Either he’d needlessly overextend and find himself open defensively, or be too slow to slip strikes as they whizzed in his direction. One combo in particular snapped his forward-thinking approach and from that point forward, around the midway point in R1, he was risk-averse.
You can’t afford to do that against someone with Blaydes’ explosive power, whether on the ground or if he wants to exchange. Undoubtedly enthused as he saw blood dripping from Daukaus’ eye, without admiring his handiwork, the 31-year-old would’ve known Chris was hurt.
So as the second-round began, he continued where he left off in the first – an inadvertent eyepoke besides – landing a devastating right-hand which signalled the beginning of the end.
After some hammer fists, referee Herb Dean wrestled him off a helpless Daukaus and just like that, it was over. If ever you needed an advert for the trials and tribulations of heavyweight fighting, with former champion Stipe Miocic watching cageside, there it was in full effect.
In a pick-em fight at welterweight, Matt Brown and Bryan Barberena brought the best out of one another in what was into an all-out war – both in their stand-up exchanges and the ground.

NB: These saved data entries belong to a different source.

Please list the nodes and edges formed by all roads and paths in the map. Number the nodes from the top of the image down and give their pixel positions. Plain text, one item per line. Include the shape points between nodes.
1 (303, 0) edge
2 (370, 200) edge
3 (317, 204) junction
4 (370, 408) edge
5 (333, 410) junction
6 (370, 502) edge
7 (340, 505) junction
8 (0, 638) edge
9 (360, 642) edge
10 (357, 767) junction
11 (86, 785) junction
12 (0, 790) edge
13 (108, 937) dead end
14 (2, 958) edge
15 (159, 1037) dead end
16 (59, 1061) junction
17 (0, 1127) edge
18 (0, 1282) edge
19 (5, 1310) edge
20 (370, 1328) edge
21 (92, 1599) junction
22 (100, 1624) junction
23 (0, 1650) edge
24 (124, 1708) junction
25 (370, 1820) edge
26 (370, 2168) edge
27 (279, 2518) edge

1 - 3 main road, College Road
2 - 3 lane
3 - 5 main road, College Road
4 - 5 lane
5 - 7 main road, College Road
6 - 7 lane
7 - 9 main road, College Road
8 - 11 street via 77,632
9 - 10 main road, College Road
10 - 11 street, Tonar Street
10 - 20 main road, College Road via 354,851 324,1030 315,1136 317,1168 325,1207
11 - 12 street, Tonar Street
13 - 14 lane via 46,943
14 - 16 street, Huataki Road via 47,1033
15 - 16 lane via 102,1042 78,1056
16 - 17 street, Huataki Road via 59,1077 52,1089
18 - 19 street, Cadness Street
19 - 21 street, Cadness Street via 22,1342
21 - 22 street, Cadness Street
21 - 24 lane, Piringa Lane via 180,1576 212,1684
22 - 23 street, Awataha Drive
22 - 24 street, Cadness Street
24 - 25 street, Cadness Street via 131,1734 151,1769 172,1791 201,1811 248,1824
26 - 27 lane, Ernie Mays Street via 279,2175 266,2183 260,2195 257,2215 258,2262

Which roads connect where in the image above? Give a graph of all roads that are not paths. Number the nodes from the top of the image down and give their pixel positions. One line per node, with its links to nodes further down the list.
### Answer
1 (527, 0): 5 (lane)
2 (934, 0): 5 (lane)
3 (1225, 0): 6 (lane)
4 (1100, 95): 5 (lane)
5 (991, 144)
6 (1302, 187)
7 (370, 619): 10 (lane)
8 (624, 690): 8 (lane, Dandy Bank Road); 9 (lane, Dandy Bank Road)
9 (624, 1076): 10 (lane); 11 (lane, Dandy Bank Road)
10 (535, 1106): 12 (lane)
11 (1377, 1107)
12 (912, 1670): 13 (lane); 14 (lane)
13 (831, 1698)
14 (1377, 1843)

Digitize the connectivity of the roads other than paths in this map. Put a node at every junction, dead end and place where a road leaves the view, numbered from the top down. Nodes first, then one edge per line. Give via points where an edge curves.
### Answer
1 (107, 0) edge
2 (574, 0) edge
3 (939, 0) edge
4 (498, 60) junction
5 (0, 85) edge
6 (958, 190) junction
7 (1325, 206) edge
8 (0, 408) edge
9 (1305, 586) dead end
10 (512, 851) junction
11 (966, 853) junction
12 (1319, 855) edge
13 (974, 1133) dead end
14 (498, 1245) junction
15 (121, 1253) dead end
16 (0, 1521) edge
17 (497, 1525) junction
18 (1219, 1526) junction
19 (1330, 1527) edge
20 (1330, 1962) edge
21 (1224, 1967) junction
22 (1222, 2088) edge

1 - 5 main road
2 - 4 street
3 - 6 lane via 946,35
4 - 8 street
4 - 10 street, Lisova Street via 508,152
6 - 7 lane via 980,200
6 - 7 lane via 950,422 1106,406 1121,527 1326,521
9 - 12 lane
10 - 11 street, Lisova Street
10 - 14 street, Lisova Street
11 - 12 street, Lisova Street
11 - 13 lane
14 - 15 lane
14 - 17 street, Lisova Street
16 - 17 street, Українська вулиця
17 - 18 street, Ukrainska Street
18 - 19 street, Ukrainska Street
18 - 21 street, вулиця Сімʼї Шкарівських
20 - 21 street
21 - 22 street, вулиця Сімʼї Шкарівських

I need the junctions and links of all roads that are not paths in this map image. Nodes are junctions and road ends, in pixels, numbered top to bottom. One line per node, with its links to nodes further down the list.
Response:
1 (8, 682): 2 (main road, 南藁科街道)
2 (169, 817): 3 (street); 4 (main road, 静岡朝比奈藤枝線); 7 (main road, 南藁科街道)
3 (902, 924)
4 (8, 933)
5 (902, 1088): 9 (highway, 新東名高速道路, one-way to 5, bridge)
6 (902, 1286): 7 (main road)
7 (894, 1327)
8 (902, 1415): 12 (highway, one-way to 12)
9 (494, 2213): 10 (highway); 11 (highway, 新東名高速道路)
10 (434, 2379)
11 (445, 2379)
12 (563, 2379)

The 32-year-old, who has now won two straight for the first time since 2016, was showered with boos after the result was confirmed, prevailing via split decision (29-28, 28-29, 29-28).
Neil Magny (#9) recovered from a first-round knockdown to outlast a determined Max Griffin effort, as he tied Hall of Famer Georges St-Pierre for the most welterweight wins in UFC history after edging a split decision win (29-28, 28-29, 29-28) before calling out Khamzat Chimaev.
The rising star, feared by many, has been repeatedly called out by the Haitian Sensation for over a year now but it’s unlikely they will match up unless Magny continues rising up the rankings.
At women’s bantamweight, Sara McMann (#8) defended her ranking with aplomb – logging four takedowns, more than 10 minutes’ control time and has now surpassed former champion Miesha Tate in the latest update after a gritty UD win (29-28 x 3) against Karol Rosa (#13).
In a battle of two Russians at middleweight, Contender Series graduate Aliaskhab Khizriev made his long-awaited UFC debut count with a second-round RNC against Denis Tiuliulin.
The 31-year-old, who had three separate matchups cancelled last year for various reasons, was originally set to fight Abusupiyan Magomedov here. Instead came Tiuliulin, though there was no love lost between them as Khizriev showed why he’s so highly-rated among many MMA experts.
One to watch: Afterwards, he revealed a desire to lose weight and fight at welterweight in future.
Bantamweight Chris Gutierrez‘s nasty R2 spinning backfist (R2 TKO, 2:34) suddenly signalled goodnight for Danaa Batgerel before landing huge elbows on the mat. The American is now on a seven-fight unbeaten streak, earning the eighth stoppage victory of his career to date.
It was admittedly an underwhelming watch for sustained periods, amplified by a restless crowd, but Matheus Nicolau (#7) did the better work and ultimately prevailed on the scorecards (29-28 x 3) against David Dvorak (#10) in a battle of two 29-year-old flyweight contenders.
In the prelim opener at featherweight, there were impressive flashes from Contender Series signee Luis Saldana as he earned a UD win (29-28) across all three scorecards vs. Bruno Souza.